British children's writer

Dorothy Violet Ellen Edwards (née Brown; 6 November 1914 - 8 August 1982) was a children's writer from England best known for her My Naughty Little Sister book series and novel The Witches and the Grinnygog (1981).

==Background==
She was born into a working-class family in Teddington, Richmond Upon Thames.
Her mother's maiden name was Saunders.

Her father taught her to read at an early age, enabling her to write her first story at four years of age. Her stories, poems and articles were published throughout her twenties, and at this time she married her husband Francis P. "Frank" Edwards in 1942, and had two children, Jane and Frank. She died in 1982 and was buried alongside her younger sister Phyllis Mary F. Brown, known as "Pip", (1920–1977), to whom her Naughty Little Sister books were dedicated.

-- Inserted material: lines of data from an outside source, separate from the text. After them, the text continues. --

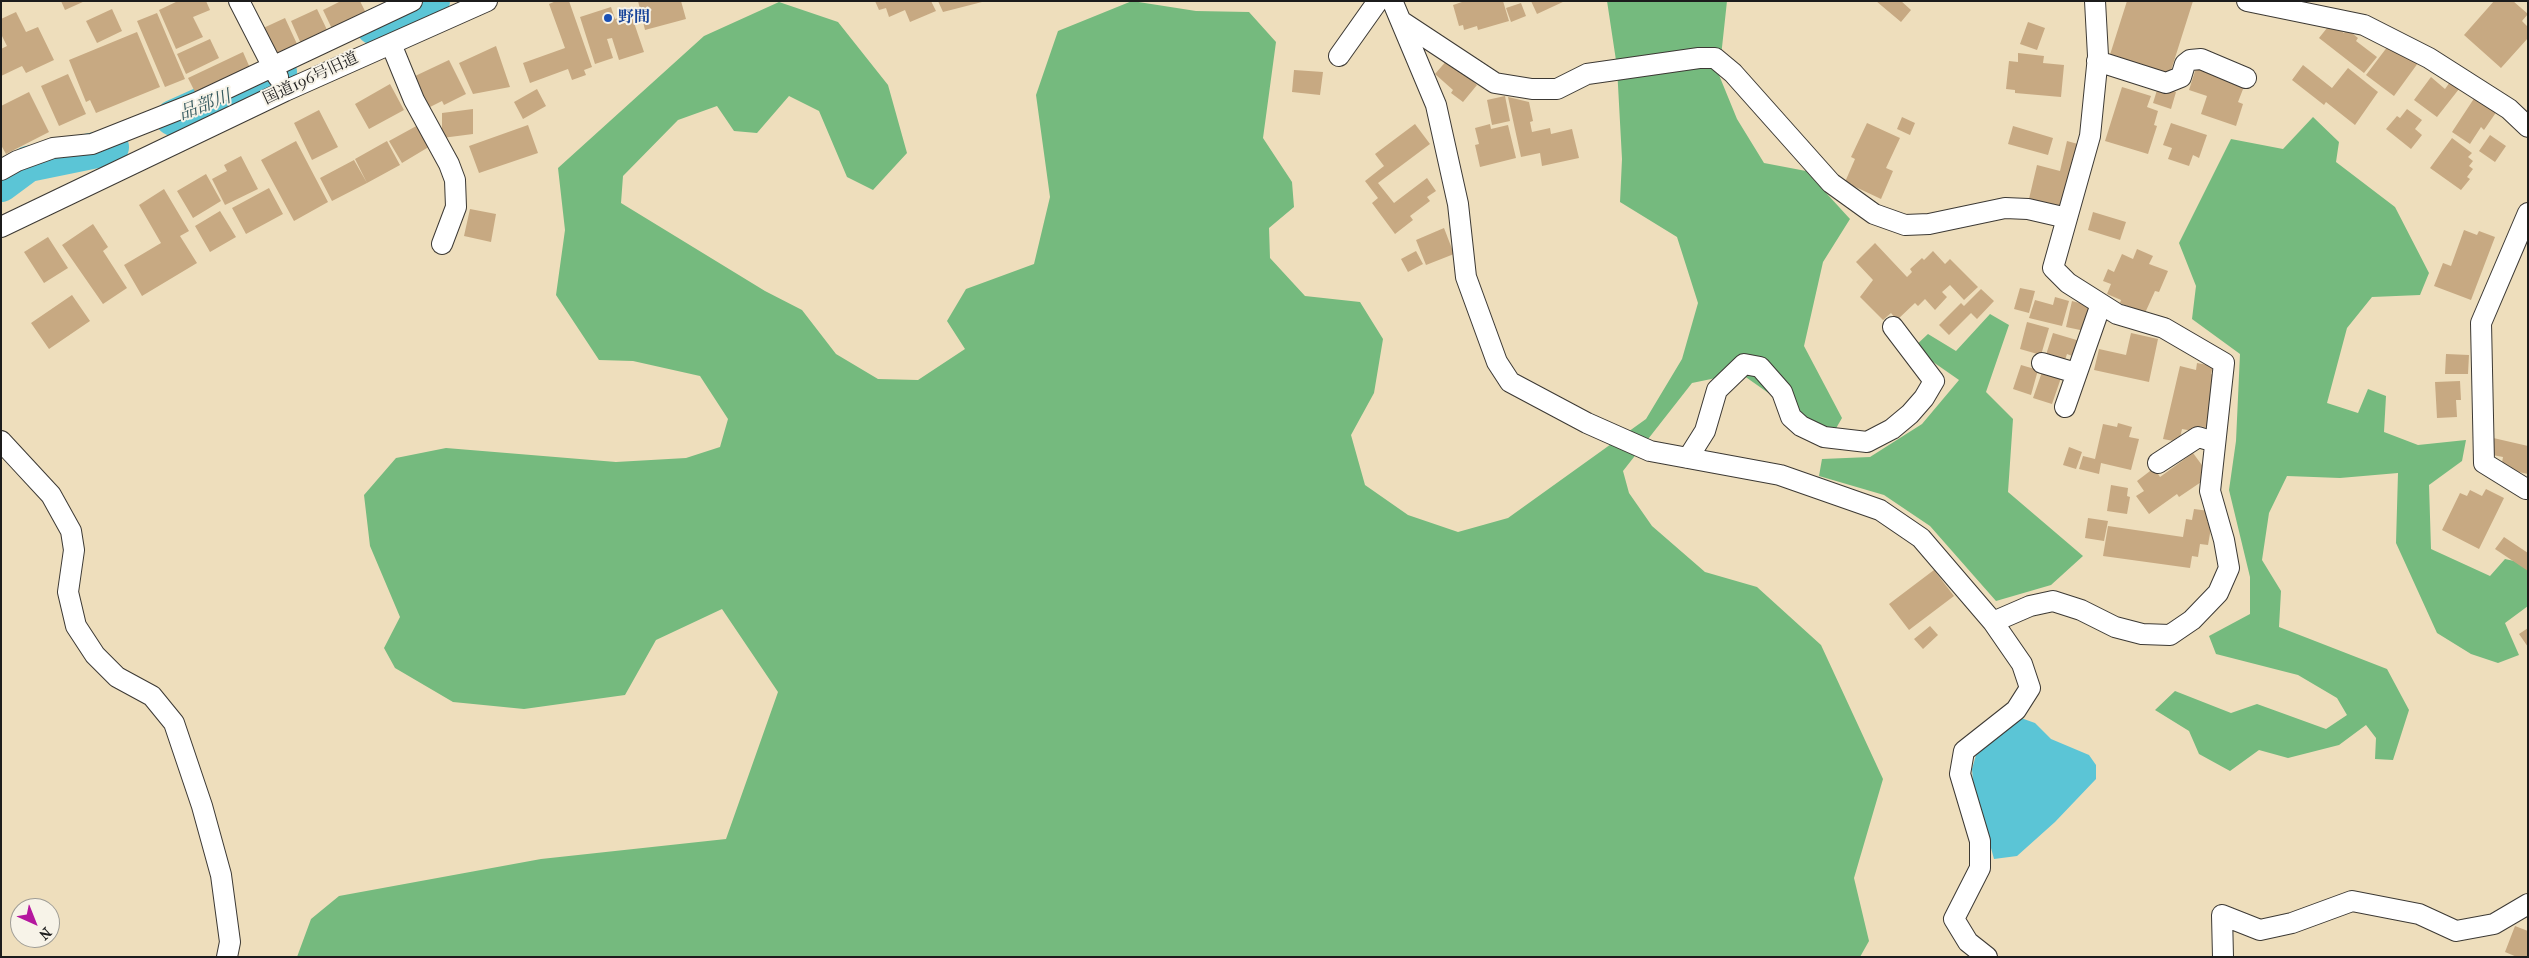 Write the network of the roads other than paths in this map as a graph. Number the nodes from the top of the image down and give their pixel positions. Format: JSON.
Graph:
{"nodes":[{"id":1,"x":239,"y":1,"type":"edge"},
{"id":2,"x":412,"y":1,"type":"edge"},
{"id":3,"x":487,"y":1,"type":"edge"},
{"id":4,"x":2095,"y":1,"type":"edge"},
{"id":5,"x":2247,"y":1,"type":"edge"},
{"id":6,"x":1393,"y":6,"type":"edge"},
{"id":7,"x":391,"y":44,"type":"junction"},
{"id":8,"x":1339,"y":56,"type":"dead end"},
{"id":9,"x":2097,"y":61,"type":"junction"},
{"id":10,"x":272,"y":66,"type":"junction"},
{"id":11,"x":2246,"y":78,"type":"dead end"},
{"id":12,"x":285,"y":91,"type":"junction"},
{"id":13,"x":2528,"y":127,"type":"edge"},
{"id":14,"x":1,"y":170,"type":"edge"},
{"id":15,"x":2528,"y":213,"type":"edge"},
{"id":16,"x":2067,"y":218,"type":"junction"},
{"id":17,"x":1,"y":227,"type":"edge"},
{"id":18,"x":442,"y":244,"type":"dead end"},
{"id":19,"x":2101,"y":304,"type":"junction"},
{"id":20,"x":1893,"y":327,"type":"dead end"},
{"id":21,"x":2042,"y":363,"type":"dead end"},
{"id":22,"x":2076,"y":373,"type":"junction"},
{"id":23,"x":2065,"y":406,"type":"dead end"},
{"id":24,"x":1,"y":440,"type":"edge"},
{"id":25,"x":2215,"y":442,"type":"junction"},
{"id":26,"x":1688,"y":458,"type":"junction"},
{"id":27,"x":2158,"y":463,"type":"dead end"},
{"id":28,"x":2528,"y":488,"type":"edge"},
{"id":29,"x":1993,"y":622,"type":"junction"},
{"id":30,"x":2528,"y":904,"type":"edge"},
{"id":31,"x":227,"y":957,"type":"edge"},
{"id":32,"x":1987,"y":957,"type":"edge"},
{"id":33,"x":2223,"y":957,"type":"edge"}],
"edges":[{"from":1,"to":10,"type":"street"},
{"from":2,"to":10,"type":"street"},
{"from":3,"to":7,"type":"street","name":"国道196号旧道"},
{"from":4,"to":9,"type":"street"},
{"from":5,"to":13,"type":"street"},
{"from":6,"to":8,"type":"street"},
{"from":6,"to":16,"type":"street"},
{"from":6,"to":26,"type":"street"},
{"from":7,"to":12,"type":"street","name":"国道196号旧道"},
{"from":7,"to":18,"type":"street"},
{"from":9,"to":11,"type":"street"},
{"from":9,"to":16,"type":"street"},
{"from":10,"to":12,"type":"street"},
{"from":10,"to":14,"type":"street"},
{"from":12,"to":17,"type":"street","name":"国道196号旧道"},
{"from":15,"to":28,"type":"street"},
{"from":16,"to":19,"type":"street"},
{"from":19,"to":22,"type":"street"},
{"from":19,"to":25,"type":"street"},
{"from":20,"to":26,"type":"street"},
{"from":21,"to":22,"type":"street"},
{"from":22,"to":23,"type":"street"},
{"from":24,"to":31,"type":"street"},
{"from":25,"to":27,"type":"street"},
{"from":25,"to":29,"type":"street"},
{"from":26,"to":29,"type":"street"},
{"from":29,"to":32,"type":"street"},
{"from":30,"to":33,"type":"street"}]}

She was survived by her husband, who died two years later.

==Works==
===Publications===
Edwards' most famous stories are of My Naughty Little Sister, which she conceived to keep her daughter, Jane, quiet whilst on a family holiday in 1950. She wrote five books of these stories, which were illustrated by Shirley Hughes. She wrote several other children's story books and picture books.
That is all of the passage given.